Pro dan Kontra Larangan Social Commerce
- IUMKM, NEWS

Pro dan Kontra Larangan Social Commerce

Pemerintah melarang social commerce seperti TikTok Shop sebagai tempat untuk bertransaksi jual beli. Keputusan tersebut diambil dalam rapat terbatas yang dipimpin Presiden Joko Widodo di Istana Kepresidenan, Jakarta, Senin, 25 September 2023.

Menteri Komunikasi dan Informatika (Menkominfo) Budi Arie Setiadi mengatakan, pelarangan itu untuk mewujudkan perdagangan yang adil atau fair trade. Budi menyebut, model social-commerce seperti ini akan menciptakan iklim bisnis yang tidak adil, khususnya bagi pelaku UMKM dalam negeri.
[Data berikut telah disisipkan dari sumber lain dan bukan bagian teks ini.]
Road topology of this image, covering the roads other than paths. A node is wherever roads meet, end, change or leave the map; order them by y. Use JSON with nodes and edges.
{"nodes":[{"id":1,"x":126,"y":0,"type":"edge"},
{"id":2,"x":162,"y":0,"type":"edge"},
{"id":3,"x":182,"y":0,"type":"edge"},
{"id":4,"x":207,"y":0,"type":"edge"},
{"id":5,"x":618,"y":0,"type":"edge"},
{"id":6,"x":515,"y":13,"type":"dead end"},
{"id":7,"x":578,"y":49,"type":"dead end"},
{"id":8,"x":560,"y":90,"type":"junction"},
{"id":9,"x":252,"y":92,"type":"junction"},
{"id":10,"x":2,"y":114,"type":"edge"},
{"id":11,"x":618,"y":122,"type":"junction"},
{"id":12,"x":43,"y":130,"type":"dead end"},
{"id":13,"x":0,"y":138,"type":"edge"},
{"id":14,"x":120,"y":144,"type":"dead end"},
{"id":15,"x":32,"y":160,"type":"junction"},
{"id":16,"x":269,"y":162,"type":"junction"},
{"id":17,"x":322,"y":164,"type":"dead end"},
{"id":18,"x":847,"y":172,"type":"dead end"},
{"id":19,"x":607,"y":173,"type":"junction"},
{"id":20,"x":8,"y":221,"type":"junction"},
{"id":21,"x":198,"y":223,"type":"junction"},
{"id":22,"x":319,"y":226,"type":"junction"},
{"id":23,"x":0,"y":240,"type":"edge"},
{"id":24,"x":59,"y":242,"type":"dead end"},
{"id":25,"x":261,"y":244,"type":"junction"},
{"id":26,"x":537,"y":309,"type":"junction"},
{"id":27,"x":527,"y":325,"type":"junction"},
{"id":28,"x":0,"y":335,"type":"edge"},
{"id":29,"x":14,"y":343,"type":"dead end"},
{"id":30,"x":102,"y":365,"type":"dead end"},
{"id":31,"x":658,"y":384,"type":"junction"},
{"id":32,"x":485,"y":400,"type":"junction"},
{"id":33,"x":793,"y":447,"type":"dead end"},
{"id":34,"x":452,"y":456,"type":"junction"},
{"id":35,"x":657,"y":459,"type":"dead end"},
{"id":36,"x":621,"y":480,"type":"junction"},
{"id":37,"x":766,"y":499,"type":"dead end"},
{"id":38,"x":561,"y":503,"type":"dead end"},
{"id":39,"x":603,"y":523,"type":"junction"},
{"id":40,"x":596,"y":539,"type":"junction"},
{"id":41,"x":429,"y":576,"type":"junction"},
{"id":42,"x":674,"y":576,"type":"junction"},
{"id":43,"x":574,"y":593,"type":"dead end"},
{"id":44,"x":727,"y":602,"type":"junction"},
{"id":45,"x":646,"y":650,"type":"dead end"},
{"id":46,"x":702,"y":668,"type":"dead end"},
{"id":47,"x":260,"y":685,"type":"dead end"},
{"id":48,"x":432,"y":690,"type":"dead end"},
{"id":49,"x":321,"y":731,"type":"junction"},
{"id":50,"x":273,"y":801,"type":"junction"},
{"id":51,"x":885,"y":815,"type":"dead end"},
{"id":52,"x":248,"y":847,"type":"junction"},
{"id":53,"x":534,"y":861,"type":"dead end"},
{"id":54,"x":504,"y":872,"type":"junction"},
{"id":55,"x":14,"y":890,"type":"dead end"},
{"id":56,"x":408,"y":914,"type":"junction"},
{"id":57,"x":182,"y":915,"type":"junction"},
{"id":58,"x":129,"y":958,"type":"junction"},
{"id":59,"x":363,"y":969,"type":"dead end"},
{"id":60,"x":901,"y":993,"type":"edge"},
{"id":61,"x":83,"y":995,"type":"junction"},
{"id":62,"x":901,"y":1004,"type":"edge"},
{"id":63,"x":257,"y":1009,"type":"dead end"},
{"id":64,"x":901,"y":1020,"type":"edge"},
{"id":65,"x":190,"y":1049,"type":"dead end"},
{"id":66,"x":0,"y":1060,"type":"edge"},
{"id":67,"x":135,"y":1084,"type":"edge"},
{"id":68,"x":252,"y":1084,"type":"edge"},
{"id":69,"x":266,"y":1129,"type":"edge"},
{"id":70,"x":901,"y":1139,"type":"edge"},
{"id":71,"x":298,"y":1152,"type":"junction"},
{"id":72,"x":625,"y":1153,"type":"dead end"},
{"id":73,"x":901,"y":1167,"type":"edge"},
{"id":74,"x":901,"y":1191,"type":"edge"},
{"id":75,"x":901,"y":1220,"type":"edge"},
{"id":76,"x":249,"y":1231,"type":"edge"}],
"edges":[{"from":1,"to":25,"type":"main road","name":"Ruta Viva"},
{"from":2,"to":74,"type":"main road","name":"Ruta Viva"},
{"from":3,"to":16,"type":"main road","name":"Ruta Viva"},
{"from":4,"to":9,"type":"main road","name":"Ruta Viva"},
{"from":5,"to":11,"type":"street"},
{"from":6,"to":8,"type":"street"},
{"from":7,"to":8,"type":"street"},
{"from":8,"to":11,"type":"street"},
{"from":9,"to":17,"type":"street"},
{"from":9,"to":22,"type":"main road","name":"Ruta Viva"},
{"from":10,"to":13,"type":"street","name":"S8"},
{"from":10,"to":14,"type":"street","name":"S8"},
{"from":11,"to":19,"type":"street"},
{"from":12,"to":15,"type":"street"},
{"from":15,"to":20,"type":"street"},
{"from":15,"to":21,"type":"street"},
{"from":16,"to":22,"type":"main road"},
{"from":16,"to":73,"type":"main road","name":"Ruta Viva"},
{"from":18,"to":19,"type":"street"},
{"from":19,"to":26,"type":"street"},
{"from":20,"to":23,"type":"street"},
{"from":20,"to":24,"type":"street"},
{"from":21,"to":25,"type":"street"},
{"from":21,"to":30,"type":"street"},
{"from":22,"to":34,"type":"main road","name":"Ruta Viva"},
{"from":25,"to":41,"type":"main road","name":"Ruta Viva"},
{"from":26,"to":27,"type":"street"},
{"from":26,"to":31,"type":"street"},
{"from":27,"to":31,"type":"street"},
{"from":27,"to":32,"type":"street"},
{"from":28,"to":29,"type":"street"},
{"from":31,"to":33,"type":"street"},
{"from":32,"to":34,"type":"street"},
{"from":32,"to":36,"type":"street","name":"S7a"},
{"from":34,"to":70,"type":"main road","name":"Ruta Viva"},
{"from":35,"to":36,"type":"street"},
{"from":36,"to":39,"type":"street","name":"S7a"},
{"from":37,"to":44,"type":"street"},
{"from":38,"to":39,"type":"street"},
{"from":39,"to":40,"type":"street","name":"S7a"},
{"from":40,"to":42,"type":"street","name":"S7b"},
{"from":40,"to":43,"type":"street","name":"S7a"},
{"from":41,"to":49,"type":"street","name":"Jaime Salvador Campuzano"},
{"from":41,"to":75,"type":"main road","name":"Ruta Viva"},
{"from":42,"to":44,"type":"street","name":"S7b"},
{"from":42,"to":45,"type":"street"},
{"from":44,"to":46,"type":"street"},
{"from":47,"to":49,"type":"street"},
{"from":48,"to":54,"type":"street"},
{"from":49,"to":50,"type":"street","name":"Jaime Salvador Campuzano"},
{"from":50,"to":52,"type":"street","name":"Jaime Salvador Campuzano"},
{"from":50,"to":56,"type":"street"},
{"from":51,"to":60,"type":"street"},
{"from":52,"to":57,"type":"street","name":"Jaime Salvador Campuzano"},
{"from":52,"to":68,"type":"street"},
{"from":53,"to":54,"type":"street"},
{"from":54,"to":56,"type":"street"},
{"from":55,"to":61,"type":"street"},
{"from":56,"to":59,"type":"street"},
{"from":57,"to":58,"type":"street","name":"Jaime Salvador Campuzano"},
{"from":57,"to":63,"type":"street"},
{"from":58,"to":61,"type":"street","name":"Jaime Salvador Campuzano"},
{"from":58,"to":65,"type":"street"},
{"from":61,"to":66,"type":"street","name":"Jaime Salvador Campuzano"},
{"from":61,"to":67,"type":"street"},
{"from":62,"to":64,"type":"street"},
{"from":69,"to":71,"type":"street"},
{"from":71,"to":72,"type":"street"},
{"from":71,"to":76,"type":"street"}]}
“Jadi, bagaimana sosial media ini tidak serta-merta menjadi e-commerce karena apa, karena ini algoritma nih prinsipnya gini negara harus hadir melindungi pelaku UMKM dalam negeri kita yang fair jangan barang di sana dibanting harga murah kita klenger,” kata Budi Arie dalam keterangan pers, Senin, (25/9/2023).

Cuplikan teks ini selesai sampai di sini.